— ASSIGNMENT —
A word-for-word copy of the records is needed, with every picture left out.
──────────────────────────────
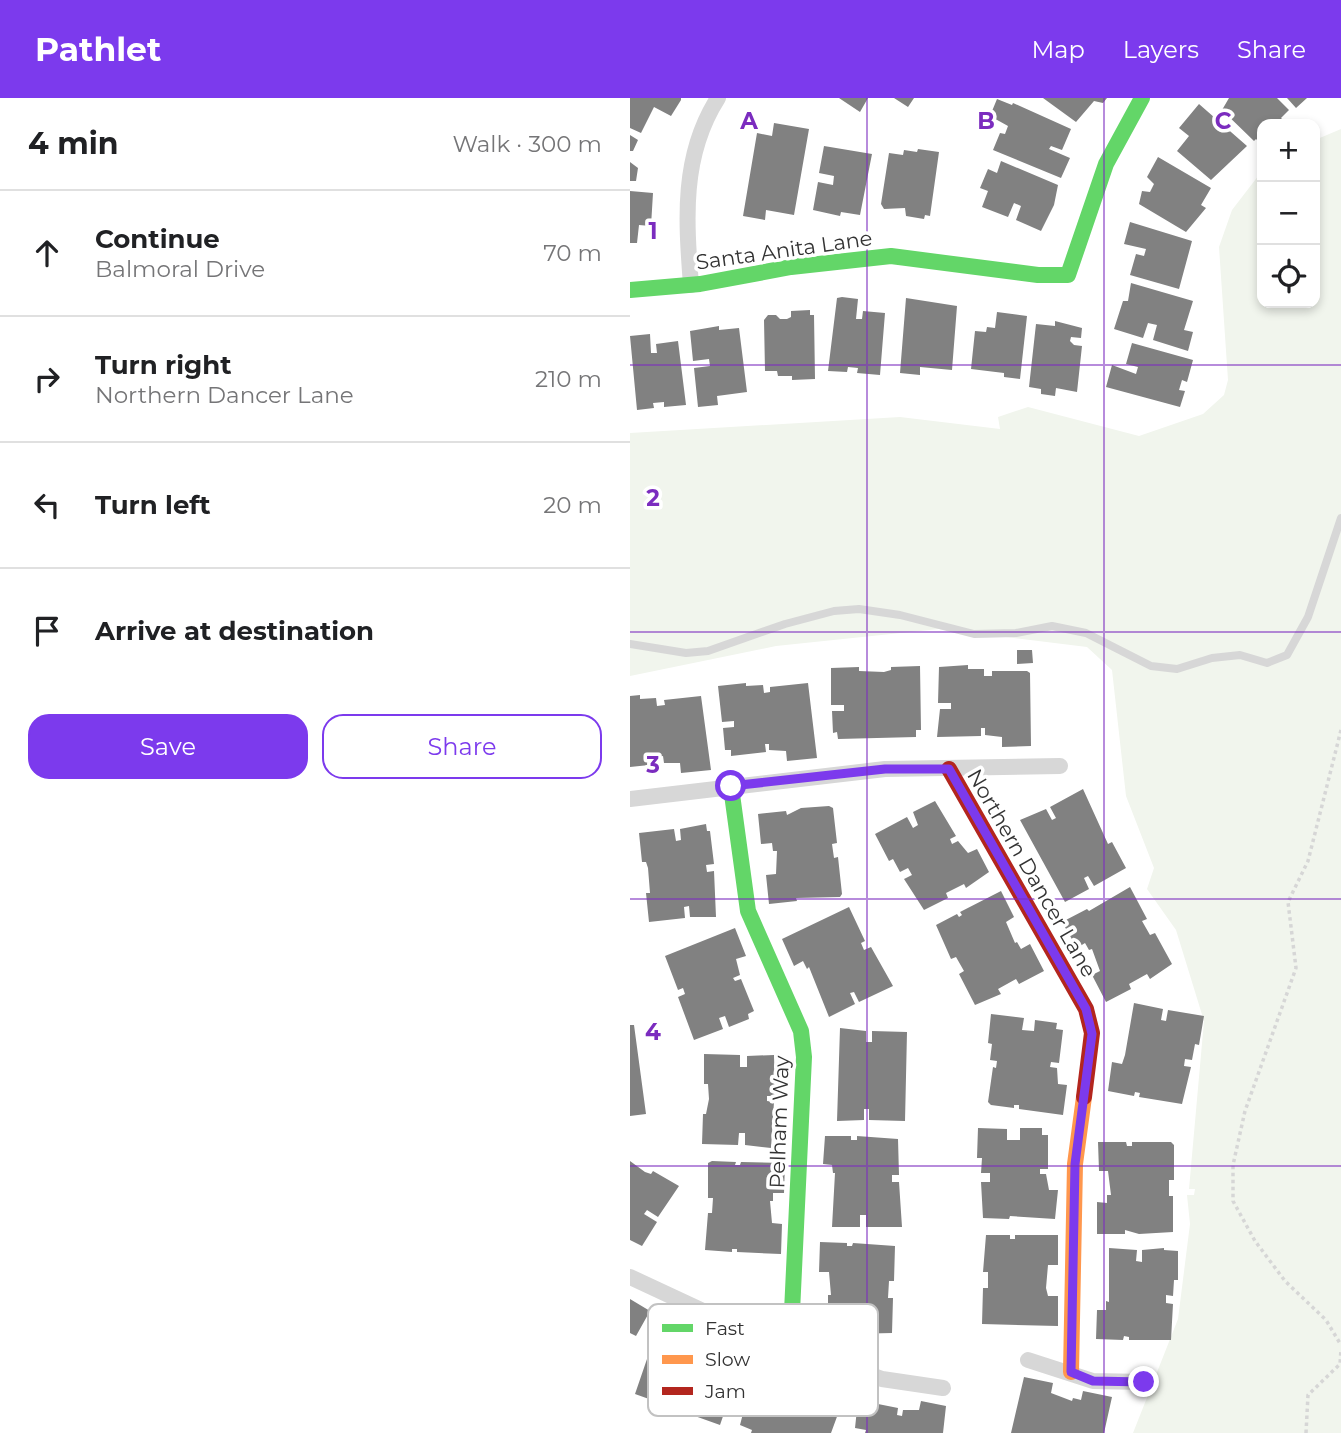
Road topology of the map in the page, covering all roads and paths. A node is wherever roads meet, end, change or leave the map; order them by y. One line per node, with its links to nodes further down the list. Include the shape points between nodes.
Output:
1 (718, 98): 3 (street, via 691,163 685,212)
2 (1142, 98): 3 (street, Santa Anita Lane, via 1106,163 1068,275 891,256)
3 (691, 285): 4 (street, Santa Anita Lane)
4 (630, 290)
5 (1341, 518): 6 (lane, via 1308,617 1287,655 1267,663 1240,655 1177,669 1151,666 1086,633 1052,626 974,634 859,609 785,624 708,651 686,653)
6 (630, 644)
7 (1341, 730): 15 (path, via 1308,861 1288,902 1296,968 1245,1111 1233,1165 1233,1201 1255,1241 1285,1281 1326,1320)
8 (1060, 766): 9 (street)
9 (949, 769): 10 (street, via 885,769); 17 (street, Northern Dancer Lane, via 1086,1009 1092,1034 1075,1164)
10 (731, 786): 11 (street); 14 (street, Pelham Way, via 748,911 801,1031 804,1057)
11 (630, 799)
12 (630, 1277): 13 (street)
13 (688, 1304)
14 (792, 1304)
15 (1341, 1347): 21 (path, via 1340,1364 1308,1395)
16 (1028, 1360): 17 (street)
17 (1071, 1372): 19 (street, via 1093,1381)
18 (878, 1378): 20 (street)
19 (1144, 1382)
20 (943, 1388)
21 (1306, 1433)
──────────────────────────────
— ANSWER BELOW —
Road topology of the map in the page, covering all roads and paths. A node is wherever roads meet, end, change or leave the map; order them by y. One line per node, with its links to nodes further down the list. Include the shape points between nodes.
Output:
1 (718, 98): 3 (street, via 691,163 685,212)
2 (1142, 98): 3 (street, Santa Anita Lane, via 1106,163 1068,275 891,256)
3 (691, 285): 4 (street, Santa Anita Lane)
4 (630, 290)
5 (1341, 518): 6 (lane, via 1308,617 1287,655 1267,663 1240,655 1177,669 1151,666 1086,633 1052,626 974,634 859,609 785,624 708,651 686,653)
6 (630, 644)
7 (1341, 730): 15 (path, via 1308,861 1288,902 1296,968 1245,1111 1233,1165 1233,1201 1255,1241 1285,1281 1326,1320)
8 (1060, 766): 9 (street)
9 (949, 769): 10 (street, via 885,769); 17 (street, Northern Dancer Lane, via 1086,1009 1092,1034 1075,1164)
10 (731, 786): 11 (street); 14 (street, Pelham Way, via 748,911 801,1031 804,1057)
11 (630, 799)
12 (630, 1277): 13 (street)
13 (688, 1304)
14 (792, 1304)
15 (1341, 1347): 21 (path, via 1340,1364 1308,1395)
16 (1028, 1360): 17 (street)
17 (1071, 1372): 19 (street, via 1093,1381)
18 (878, 1378): 20 (street)
19 (1144, 1382)
20 (943, 1388)
21 (1306, 1433)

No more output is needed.